Records to process section start
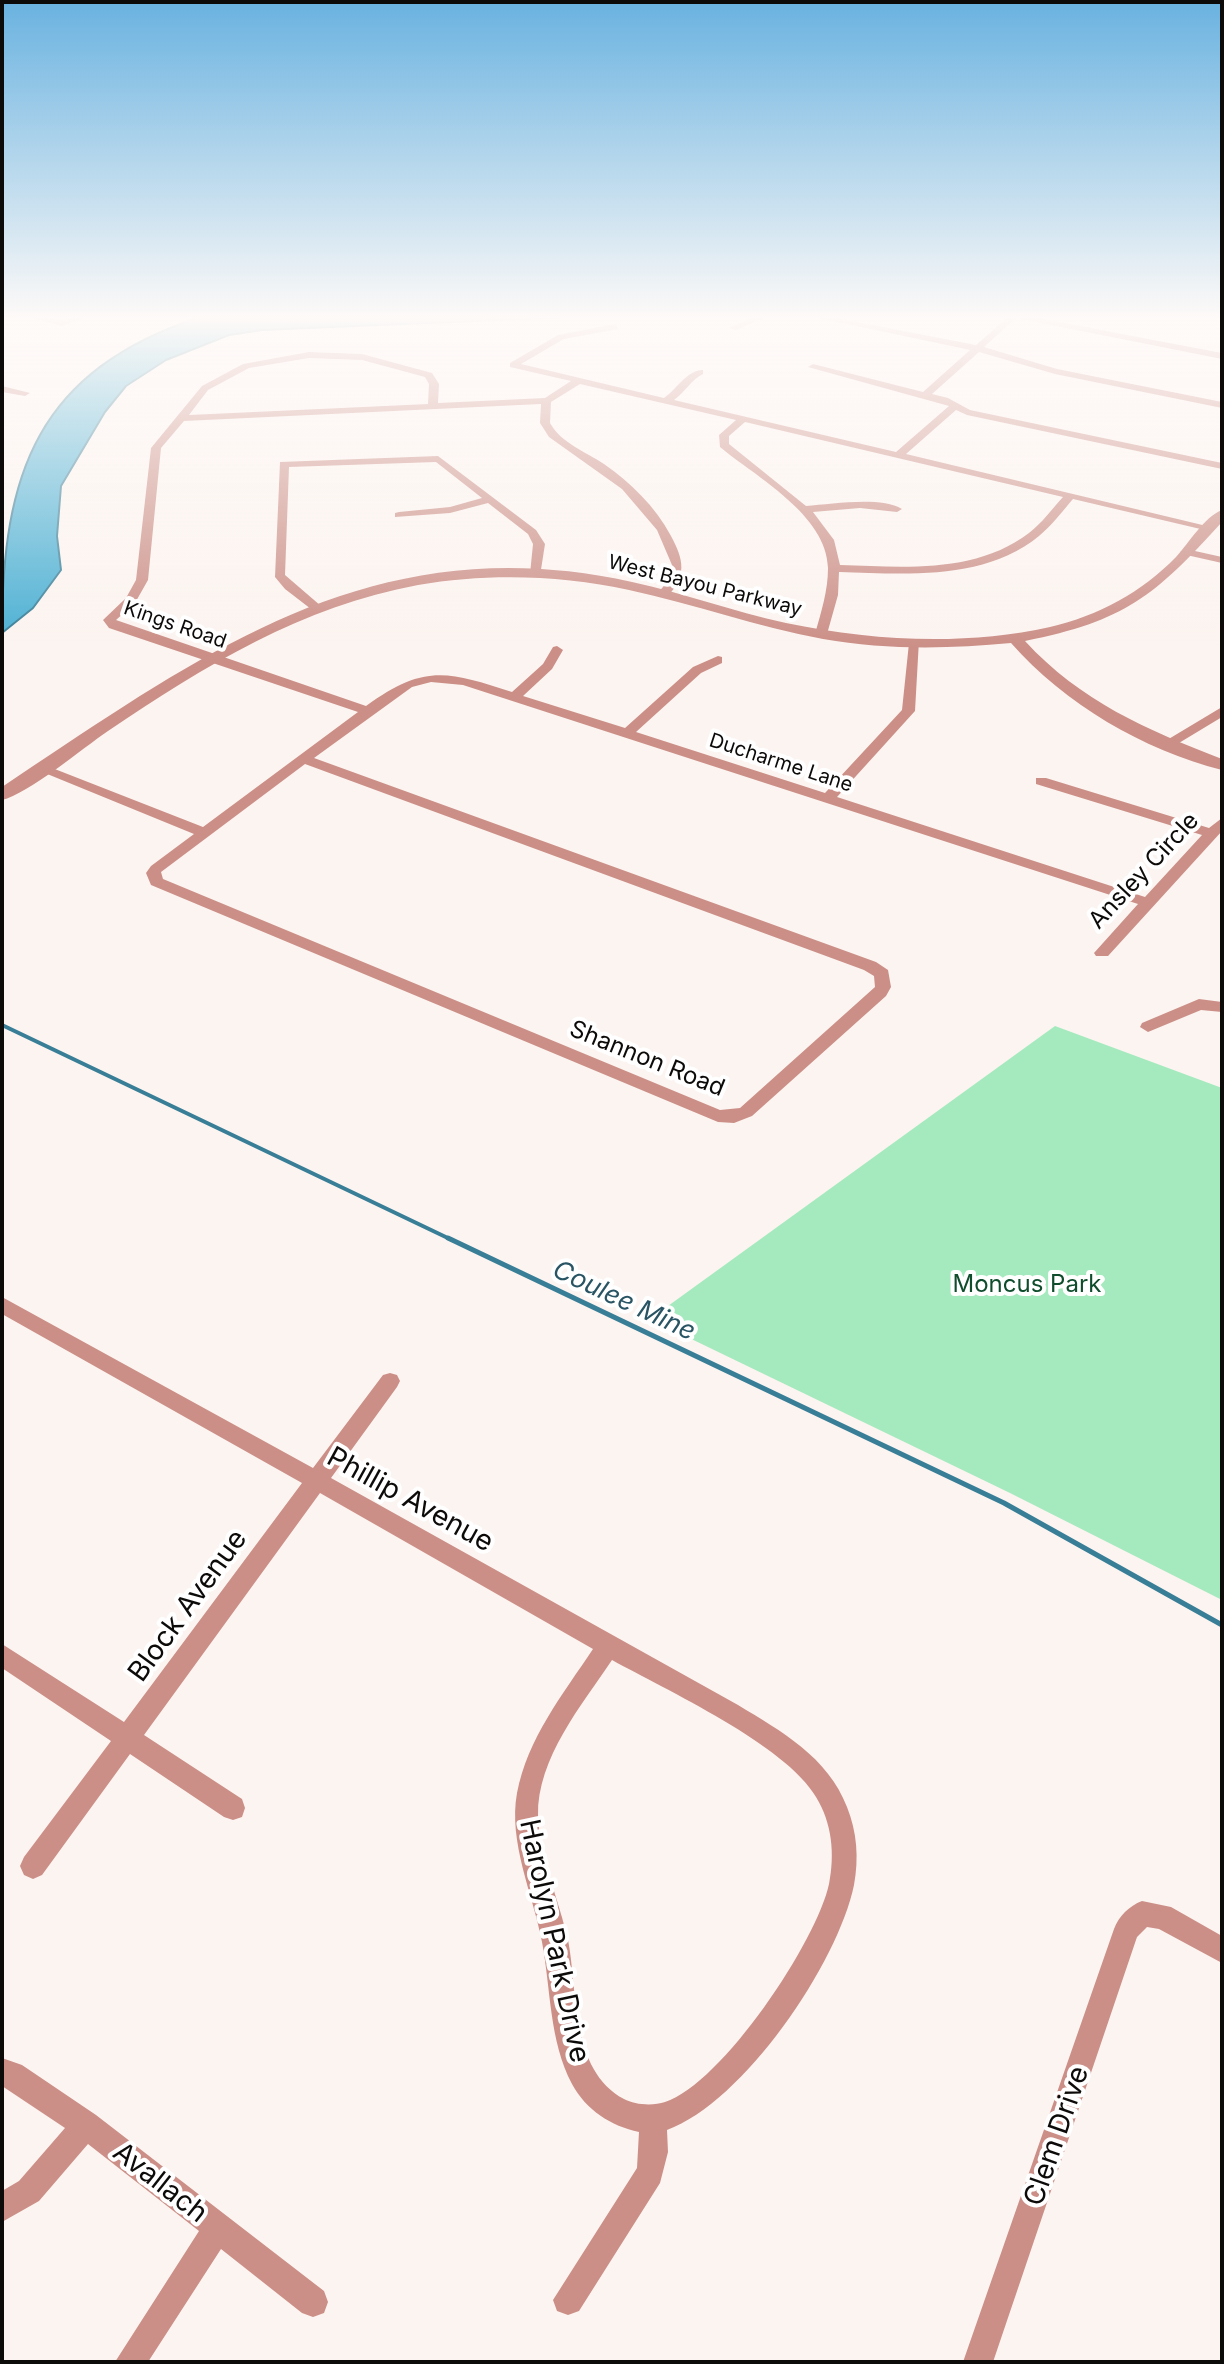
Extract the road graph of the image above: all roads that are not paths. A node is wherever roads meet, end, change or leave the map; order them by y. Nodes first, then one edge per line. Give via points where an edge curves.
1 (171, 427) edge
2 (548, 427) edge
3 (733, 427) edge
4 (779, 427) edge
5 (930, 427) edge
6 (1046, 427) edge
7 (898, 455) junction
8 (1222, 466) edge
9 (1070, 496) junction
10 (491, 499) junction
11 (806, 509) junction
12 (897, 509) dead end
13 (1222, 514) edge
14 (399, 515) dead end
15 (1209, 528) junction
16 (1186, 552) junction
17 (1222, 560) edge
18 (836, 568) junction
19 (536, 574) junction
20 (663, 594) junction
21 (315, 606) junction
22 (821, 634) junction
23 (1013, 637) junction
24 (915, 643) junction
25 (557, 650) dead end
26 (212, 658) junction
27 (718, 660) dead end
28 (402, 686) joint
29 (514, 697) junction
30 (368, 711) junction
31 (1222, 711) edge
32 (626, 734) junction
33 (1169, 743) junction
34 (304, 759) junction
35 (1222, 765) edge
36 (42, 769) junction
37 (1041, 781) dead end
38 (2, 795) edge
39 (827, 799) junction
40 (1217, 828) edge
41 (204, 833) junction
42 (1147, 902) junction
43 (1102, 953) dead end
44 (1222, 1007) edge
45 (1148, 1027) dead end
46 (2, 1305) edge
47 (390, 1381) dead end
48 (317, 1481) junction
49 (608, 1646) junction
50 (2, 1655) edge
51 (127, 1738) junction
52 (233, 1808) dead end
53 (33, 1866) dead end
54 (1222, 1950) edge
55 (2, 2072) edge
56 (653, 2119) junction
57 (86, 2125) junction
58 (2, 2208) edge
59 (218, 2228) junction
60 (568, 2300) dead end
61 (313, 2302) dead end
62 (130, 2362) edge
63 (978, 2362) edge

1 - 26 street, Kings Road via 154,452 141,585 109,622
2 - 20 street via 635,493 660,524 679,571
3 - 11 street via 724,435 724,445
4 - 7 street
5 - 7 street
6 - 8 street
7 - 9 street
9 - 15 street
9 - 18 street via 1033,536 986,559 925,569
10 - 14 street via 440,512
10 - 19 street via 536,538
10 - 21 street via 431,456 284,464 279,575
11 - 12 street
11 - 18 street via 825,534
13 - 15 street, West Bayou Parkway
15 - 16 street, West Bayou Parkway
16 - 17 street
16 - 23 street, West Bayou Parkway via 1149,589 1118,608
18 - 22 street via 834,596
19 - 20 street, West Bayou Parkway
19 - 21 street, West Bayou Parkway via 419,581
20 - 22 street, West Bayou Parkway
21 - 26 street, West Bayou Parkway
22 - 24 street, West Bayou Parkway
23 - 24 street, West Bayou Parkway
23 - 33 street via 1078,700
24 - 39 street via 908,711
25 - 29 street via 548,666
26 - 30 street, Kings Road
26 - 36 street, West Bayou Parkway
27 - 32 street via 697,670
28 - 29 street, Ducharme Lane via 441,675
28 - 30 street, Shannon Road
29 - 32 street, Ducharme Lane
30 - 34 street, Shannon Road
31 - 33 street
32 - 39 street, Ducharme Lane
33 - 35 street
34 - 41 street, Shannon Road
34 - 41 street, Shannon Road via 870,966 882,974 883,987 746,1112 718,1116 153,878 156,869
36 - 38 street, West Bayou Parkway
36 - 41 street
37 - 40 street
39 - 42 street, Ducharme Lane
40 - 42 street, Ansley Circle
42 - 43 street, Ansley Circle
44 - 45 street via 1199,1004
46 - 48 street, Phillip Avenue
47 - 48 street, Block Avenue
48 - 49 street, Phillip Avenue
48 - 51 street, Block Avenue
49 - 56 street, Harolyn Park Drive via 543,1744 527,1790 526,1816 563,1982 575,2064 605,2103 623,2114
49 - 56 street, Phillip Avenue via 788,1749 822,1784 834,1805 846,1853 839,1901 808,1965 753,2043 699,2097
50 - 51 street
51 - 52 street
51 - 53 street, Block Avenue
54 - 63 street, Clem Drive via 1162,1916 1142,1914 1127,1929
55 - 57 street, Avallach
56 - 60 street via 650,2173
57 - 58 street via 29,2191
57 - 59 street, Avallach
59 - 61 street, Avallach
59 - 62 street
Records to process section end
Task details
Your answer must be the records exactly as they stand, with no pictures in it.

Completed task
Extract the road graph of the image above: all roads that are not paths. A node is wherever roads meet, end, change or leave the map; order them by y. Nodes first, then one edge per line. Give via points where an edge curves.
1 (171, 427) edge
2 (548, 427) edge
3 (733, 427) edge
4 (779, 427) edge
5 (930, 427) edge
6 (1046, 427) edge
7 (898, 455) junction
8 (1222, 466) edge
9 (1070, 496) junction
10 (491, 499) junction
11 (806, 509) junction
12 (897, 509) dead end
13 (1222, 514) edge
14 (399, 515) dead end
15 (1209, 528) junction
16 (1186, 552) junction
17 (1222, 560) edge
18 (836, 568) junction
19 (536, 574) junction
20 (663, 594) junction
21 (315, 606) junction
22 (821, 634) junction
23 (1013, 637) junction
24 (915, 643) junction
25 (557, 650) dead end
26 (212, 658) junction
27 (718, 660) dead end
28 (402, 686) joint
29 (514, 697) junction
30 (368, 711) junction
31 (1222, 711) edge
32 (626, 734) junction
33 (1169, 743) junction
34 (304, 759) junction
35 (1222, 765) edge
36 (42, 769) junction
37 (1041, 781) dead end
38 (2, 795) edge
39 (827, 799) junction
40 (1217, 828) edge
41 (204, 833) junction
42 (1147, 902) junction
43 (1102, 953) dead end
44 (1222, 1007) edge
45 (1148, 1027) dead end
46 (2, 1305) edge
47 (390, 1381) dead end
48 (317, 1481) junction
49 (608, 1646) junction
50 (2, 1655) edge
51 (127, 1738) junction
52 (233, 1808) dead end
53 (33, 1866) dead end
54 (1222, 1950) edge
55 (2, 2072) edge
56 (653, 2119) junction
57 (86, 2125) junction
58 (2, 2208) edge
59 (218, 2228) junction
60 (568, 2300) dead end
61 (313, 2302) dead end
62 (130, 2362) edge
63 (978, 2362) edge

1 - 26 street, Kings Road via 154,452 141,585 109,622
2 - 20 street via 635,493 660,524 679,571
3 - 11 street via 724,435 724,445
4 - 7 street
5 - 7 street
6 - 8 street
7 - 9 street
9 - 15 street
9 - 18 street via 1033,536 986,559 925,569
10 - 14 street via 440,512
10 - 19 street via 536,538
10 - 21 street via 431,456 284,464 279,575
11 - 12 street
11 - 18 street via 825,534
13 - 15 street, West Bayou Parkway
15 - 16 street, West Bayou Parkway
16 - 17 street
16 - 23 street, West Bayou Parkway via 1149,589 1118,608
18 - 22 street via 834,596
19 - 20 street, West Bayou Parkway
19 - 21 street, West Bayou Parkway via 419,581
20 - 22 street, West Bayou Parkway
21 - 26 street, West Bayou Parkway
22 - 24 street, West Bayou Parkway
23 - 24 street, West Bayou Parkway
23 - 33 street via 1078,700
24 - 39 street via 908,711
25 - 29 street via 548,666
26 - 30 street, Kings Road
26 - 36 street, West Bayou Parkway
27 - 32 street via 697,670
28 - 29 street, Ducharme Lane via 441,675
28 - 30 street, Shannon Road
29 - 32 street, Ducharme Lane
30 - 34 street, Shannon Road
31 - 33 street
32 - 39 street, Ducharme Lane
33 - 35 street
34 - 41 street, Shannon Road
34 - 41 street, Shannon Road via 870,966 882,974 883,987 746,1112 718,1116 153,878 156,869
36 - 38 street, West Bayou Parkway
36 - 41 street
37 - 40 street
39 - 42 street, Ducharme Lane
40 - 42 street, Ansley Circle
42 - 43 street, Ansley Circle
44 - 45 street via 1199,1004
46 - 48 street, Phillip Avenue
47 - 48 street, Block Avenue
48 - 49 street, Phillip Avenue
48 - 51 street, Block Avenue
49 - 56 street, Harolyn Park Drive via 543,1744 527,1790 526,1816 563,1982 575,2064 605,2103 623,2114
49 - 56 street, Phillip Avenue via 788,1749 822,1784 834,1805 846,1853 839,1901 808,1965 753,2043 699,2097
50 - 51 street
51 - 52 street
51 - 53 street, Block Avenue
54 - 63 street, Clem Drive via 1162,1916 1142,1914 1127,1929
55 - 57 street, Avallach
56 - 60 street via 650,2173
57 - 58 street via 29,2191
57 - 59 street, Avallach
59 - 61 street, Avallach
59 - 62 street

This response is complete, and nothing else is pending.